Re: [PATCH v4] printk: Add line-buffered printk() API.

From: Petr Mladek <pmladek@suse.com>
To: Tetsuo Handa <penguin-kernel@i-love.sakura.ne.jp>
Cc: Sergey Senozhatsky <sergey.senozhatsky.work@gmail.com>,
	Sergey Senozhatsky <sergey.senozhatsky@gmail.com>,
	Dmitriy Vyukov <dvyukov@google.com>,
	Steven Rostedt <rostedt@goodmis.org>,
	Alexander Potapenko <glider@google.com>,
	Fengguang Wu <fengguang.wu@intel.com>,
	Josh Poimboeuf <jpoimboe@redhat.com>,
	LKML <linux-kernel@vger.kernel.org>,
	Linus Torvalds <torvalds@linux-foundation.org>,
	Andrew Morton <akpm@linux-foundation.org>
Subject: Re: [PATCH v4] printk: Add line-buffered printk() API.
Date: Tue, 23 Oct 2018 16:36:07 +0200	[thread overview]
Message-ID: <20181023143607.hdkjnqbp43run46q@pathway.suse.cz> (raw)
In-Reply-To: <179a676a-0768-9969-6480-8c4d48af3b67@i-love.sakura.ne.jp>

On Wed 2018-10-17 18:54:52, Tetsuo Handa wrote:
> Petr Mladek wrote:
> > On Sat 2018-10-13 13:39:40, Tetsuo Handa wrote:
> > > +struct printk_buffer;
> > > +#if defined(CONFIG_PRINTK_LINE_BUFFERED)
> > > +struct printk_buffer *get_printk_buffer(void);
> > > +void flush_printk_buffer(struct printk_buffer *ptr);
> > > +__printf(2, 3)
> > > +int buffered_printk(struct printk_buffer *ptr, const char *fmt, ...);
> > > +__printf(2, 0)
> > > +int buffered_vprintk(struct printk_buffer *ptr, const char *fmt, va_list args);
> > > +void put_printk_buffer(struct printk_buffer *ptr);
> > > +#else
> > > +static inline struct printk_buffer *get_printk_buffer(void)
> > > +{
> > > +	return NULL;
> > > +}
> > > +static inline void flush_printk_buffer(struct printk_buffer *ptr)
> > > +{
> > > +}
> > > +#define buffered_printk(ptr, fmt, ...) printk(fmt, ##__VA_ARGS__)
> > > +#define buffered_vprintk(ptr, fmt, args) vprintk(fmt, args)
> > > +static inline void put_printk_buffer(struct printk_buffer *ptr)
> > > +{
> > > +}
> > > +#endif
> > 
> > Is there any reason to allow to disable this feature?
> > The current cont buffer is always enabled.
> 
> We need this dummy version anyway because CONFIG_PRINTK_LINE_BUFFERED
> depends on CONFIG_PRINTK=y.

Good point.

> Even with CONFIG_PRINTK=y, until the cont buffer is removed in future, some
> embedded users might want to save memory footprint for printk_buffers.
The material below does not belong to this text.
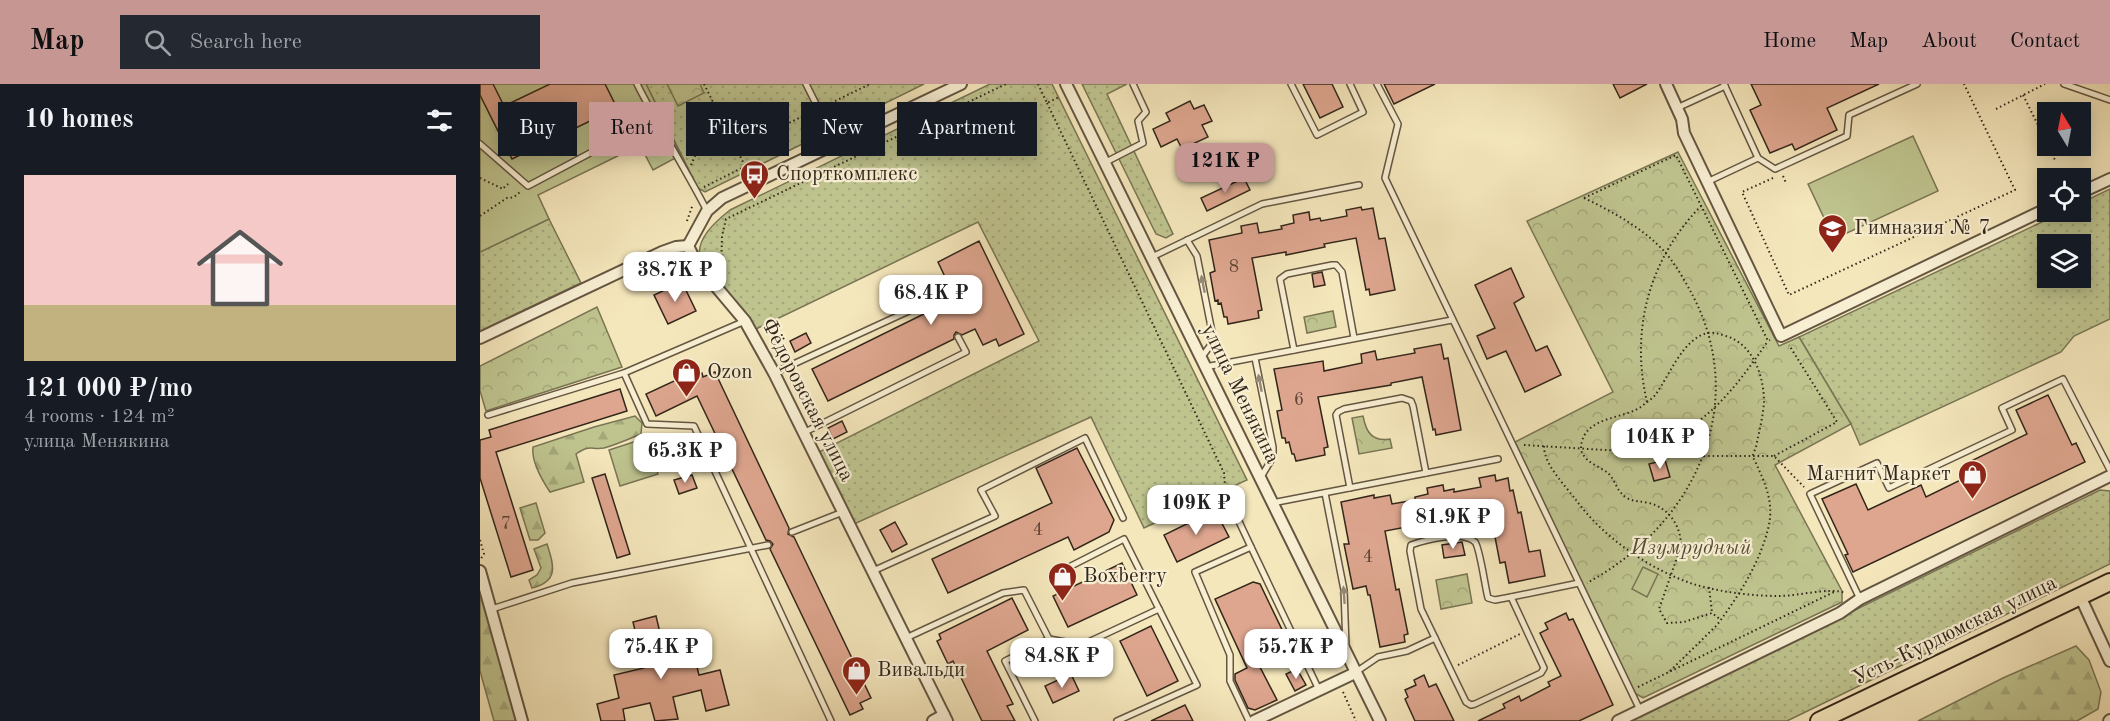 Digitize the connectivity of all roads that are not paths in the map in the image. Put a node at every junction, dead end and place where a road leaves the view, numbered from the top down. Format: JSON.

printk_safe and printk_nmi have big memory foot print as well and
nobody has complained yet. Let's keep it easy in the beginning.

> > > @@ -604,6 +604,37 @@ config PRINTK_SAFE_LOG_BUF_SHIFT
> > >  		     13 =>   8 KB for each CPU
> > >  		     12 =>   4 KB for each CPU
> > >  
> > > +config PRINTK_LINE_BUFFERED
> > > +	bool "Allow line buffered printk()"
> > > +	default y
> > > +	depends on PRINTK
> > > +	help
> > > +	  The line buffered printk() tries to buffer printk() output up to '\n'
> > > +	  so that incomplete lines won't be mixed when there are multiple
> > > +	  threads concurrently calling printk() which does not end with '\n'.
> > 
> > I would prefer to always enable it.
> 
> But embedded users might have very low traffic where buffering is not useful.

I prefer to keep it simple. Embedded people will speak if it matters.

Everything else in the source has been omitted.